— WHAT YOU HAVE TO DO —
When you restate the entries that follow, keep every word exactly and drop the pictures.

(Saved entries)
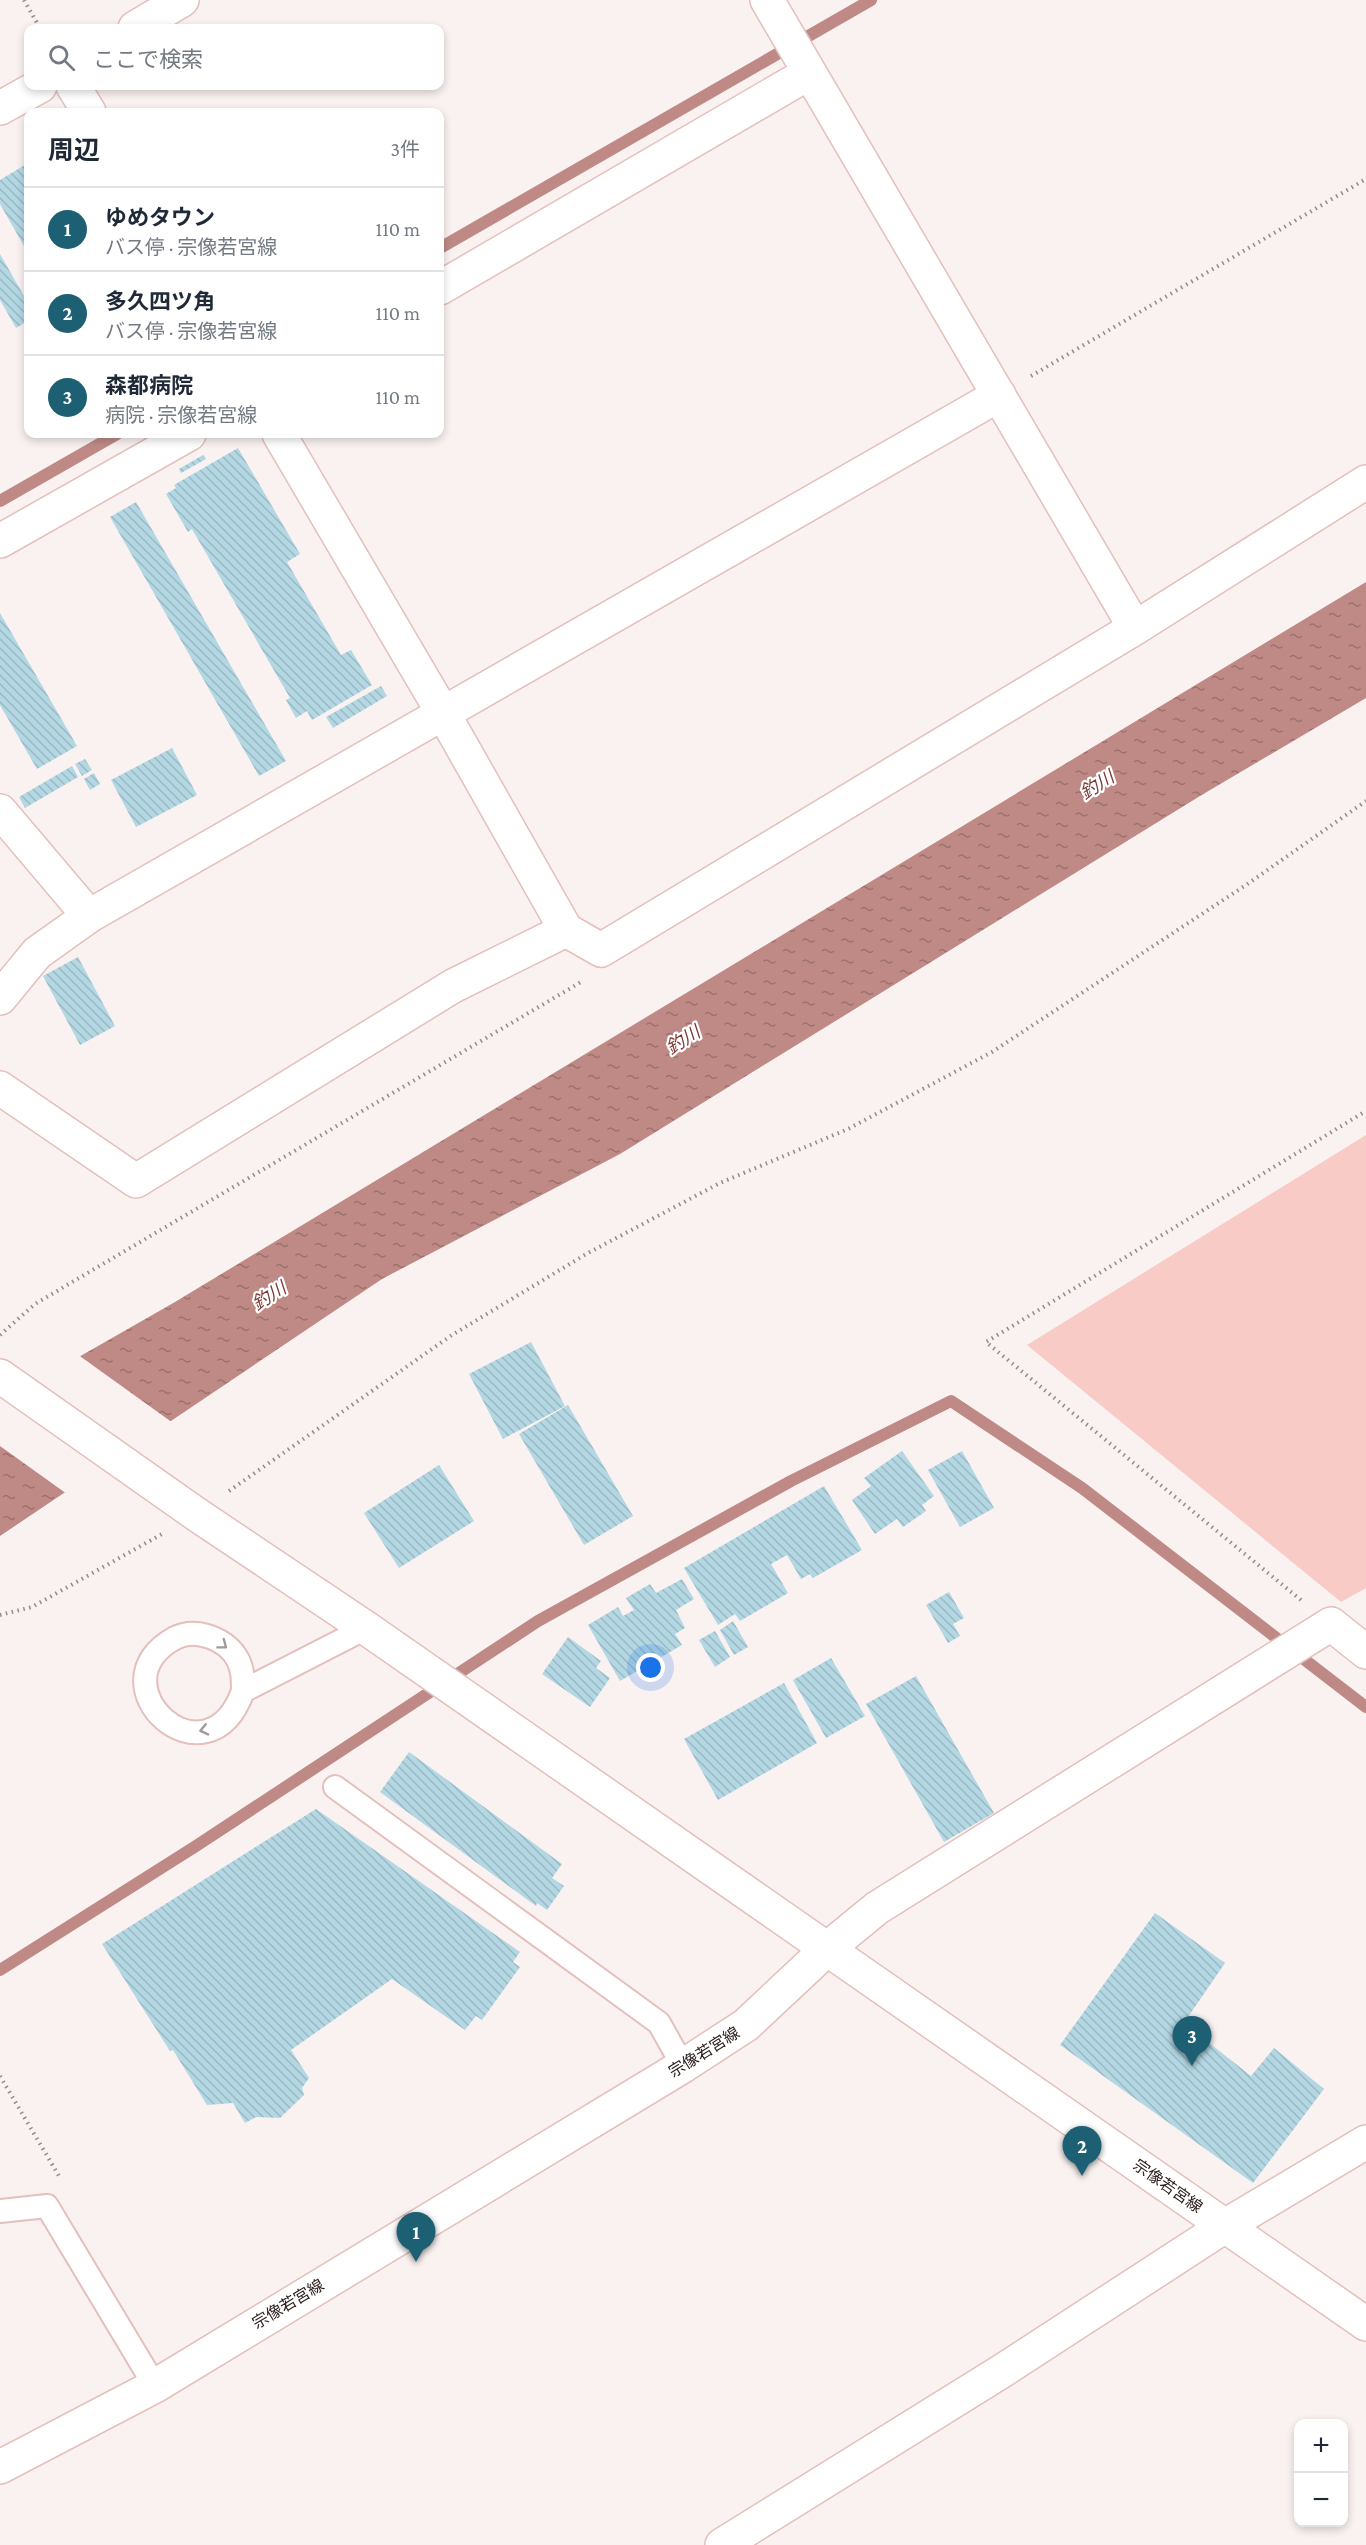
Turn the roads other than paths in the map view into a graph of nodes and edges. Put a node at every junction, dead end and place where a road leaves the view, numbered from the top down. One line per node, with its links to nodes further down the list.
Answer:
1 (182, 0): 3 (street)
2 (767, 0): 4 (street)
3 (142, 24)
4 (809, 73): 9 (street); 10 (street)
5 (33, 90): 7 (street)
6 (75, 90): 8 (street)
7 (0, 108)
8 (87, 108)
9 (444, 286)
10 (999, 395): 15 (street); 16 (street)
11 (182, 438): 14 (street)
12 (281, 438): 16 (street)
13 (1366, 482): 15 (street)
14 (0, 542)
15 (1135, 628): 19 (street)
16 (444, 713): 18 (street); 19 (street)
17 (0, 811): 18 (street)
18 (89, 916): 20 (street)
19 (566, 930): 21 (street)
20 (0, 998)
21 (0, 1088)
22 (0, 1376): 23 (street)
23 (366, 1628): 25 (lane); 27 (street)
24 (1366, 1652): 27 (street)
25 (243, 1691): 25 (lane, one-way to 25)
26 (335, 1787): 28 (lane)
27 (827, 1949): 28 (street, 宗像若宮線); 31 (street, 宗像若宮線)
28 (683, 2066): 33 (street, 宗像若宮線)
29 (1366, 2142): 31 (street)
30 (0, 2211): 33 (lane)
31 (1225, 2226): 32 (street, 宗像若宮線); 35 (street)
32 (1366, 2324)
33 (155, 2386): 34 (street, 宗像若宮線)
34 (0, 2468)
35 (722, 2545)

— TASK RESPONSE —
Turn the roads other than paths in the map view into a graph of nodes and edges. Put a node at every junction, dead end and place where a road leaves the view, numbered from the top down. One line per node, with its links to nodes further down the list.
Answer:
1 (182, 0): 3 (street)
2 (767, 0): 4 (street)
3 (142, 24)
4 (809, 73): 9 (street); 10 (street)
5 (33, 90): 7 (street)
6 (75, 90): 8 (street)
7 (0, 108)
8 (87, 108)
9 (444, 286)
10 (999, 395): 15 (street); 16 (street)
11 (182, 438): 14 (street)
12 (281, 438): 16 (street)
13 (1366, 482): 15 (street)
14 (0, 542)
15 (1135, 628): 19 (street)
16 (444, 713): 18 (street); 19 (street)
17 (0, 811): 18 (street)
18 (89, 916): 20 (street)
19 (566, 930): 21 (street)
20 (0, 998)
21 (0, 1088)
22 (0, 1376): 23 (street)
23 (366, 1628): 25 (lane); 27 (street)
24 (1366, 1652): 27 (street)
25 (243, 1691): 25 (lane, one-way to 25)
26 (335, 1787): 28 (lane)
27 (827, 1949): 28 (street, 宗像若宮線); 31 (street, 宗像若宮線)
28 (683, 2066): 33 (street, 宗像若宮線)
29 (1366, 2142): 31 (street)
30 (0, 2211): 33 (lane)
31 (1225, 2226): 32 (street, 宗像若宮線); 35 (street)
32 (1366, 2324)
33 (155, 2386): 34 (street, 宗像若宮線)
34 (0, 2468)
35 (722, 2545)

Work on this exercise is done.